Coppa Italia: Lazio-Napoli, primo passo verso la finale

Lazio-Napoli

Questa sera si recita a soggetto. Lazio-Napoli, le protagoniste sono loro. Nessuno si nasconda. Dalla lotta Champions a quella per la Tim Cup, le coppe quest’anno sono un affare tutto bianco-azzurro-celeste. Fiorentina permettendo.

Se per il terzo posto, però, l’attesa è ancora lunga, quella per la Coppa Italia è praticamente finita. Ore 20:45, stadio Olimpico di Roma. Su il sipario. Due partite e un asso a testa per tornare al punto di partenza. Perché la finale – che anche quest’anno si giocherà nella Capitale – è solo il 7 giugno.

Stasera, nella semifinale d’andata, Pioli e Benitez proveranno a muovere il primo passo per essere lì anche fra tre mesi, al cospetto di Juve o Fiorentina. La Lazio davanti ai suoi tifosi (attesi però in non più di 25.000) probabilmente proverà addirittura a spingere il piede sull’acceleratore e se il piede è quello che Felipe Anderson ha mostrato domenica a Sassuolo sicuramente non c’è da stare tranquilli. O forse sì. Perché all’asso brasiliano gli azzurri potrebbero rispondere picche con Higuain. L’argentino, infatti, ha giustiziato i capitolini sia nella gara di campionato – suo lo 0-1 finale – sia nella passata edizione della Coppa. Allora la semifinale era l’obiettivo, raggiunto nella gara unica del San Paolo proprio dai padroni di casa. Stesso risultato, stesso marcatore.

Occhio, però, a non concentrare tutte le attenzioni soltanto sui due sudamericani, perché entrambe le compagini hanno anche altri giocatori che potrebbero decidere il “primo tempo” della semifinale. Se ci si aspetta un siluro dalla distanza, fari puntati su Candreva e Parolo da una parte e Gabbiadini e Inler dall’altra. Se, invece, preferite la classe, c’è solo l’imbarazzo della scelta. Mertens guida i giovani di qualità, Klose è solo al comando nella categoria degli “immortali”. Il jolly, comunque, potrebbe sempre venire dalle panchine, con Keita e Zapata tutt’altro che semplici comparse.

A proposito di panchina, interessanti anche i motivi tattici della gara. In campionato fu il Napoli più all’italiana dell’era Benitez, con una squadra molto chiusa e pronta a ripartire. Funzionò alla grande. Per cui il tecnico spagnolo potrebbe optare ancora per questo atteggiamento, considerato anche che un pareggio in trasferta non sarebbe da buttar via. La sua rabbia per domenica sera, però, potrebbe spingerlo ad osare di più. Pioli, invece, non ha molte scelte: vincere è quasi d’obbligo, se il ritorno reca le insegne del San Paolo.
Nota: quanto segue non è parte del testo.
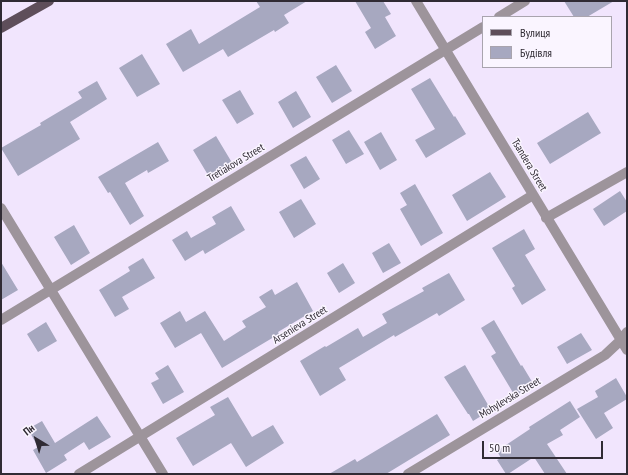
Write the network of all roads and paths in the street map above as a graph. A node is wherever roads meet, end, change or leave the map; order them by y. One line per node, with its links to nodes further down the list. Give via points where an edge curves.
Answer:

I moduli, comunque, saranno quelli tradizionali. A Berisha, con Marchetti acciaccato (sarà comunque in panchina), il compito di difendere il 4-3-3 biancoceleste, così composto: Basta, De Vrij, Mauricio, Radu; Biglia, Parolo, Cataldi; Felipe Anderson, Klose, Candreva. Grande assente Mauri, infortunato.
Gli azzurri risponderanno col solito 4-2-3-1. Molti più dubbi, però, circolano intorno ai possibili undici napoletani. Benitez potrebbe ridare spazio a Rafael tra i pali, protetto dal quartetto Mesto, Henrique, Koulibaly, e Ghoulam a contendersi il ruolo di anti-Candreva con Strinic, che in campionato lo ricoprì alla grande. Sicuri, invece, i due mediani. Inler e David Lopez, che con l’Inter sarà squalificato, saranno i polmoni del quadrilatero magico Gabbiadini, Hamsik, Mertens, Higuain. Con Callejon e soprattutto De Guzman possibili sorprese.

Non resta che sedersi comodi, pronti ad applaudire due tra le migliori squadre del campionato, per gioco e per posizione in classifica. Sicuramente le migliori di Coppa, visto che le ultime tre (2 Napoli, 1 Lazio) sono in bella mostra nelle loro bacheche.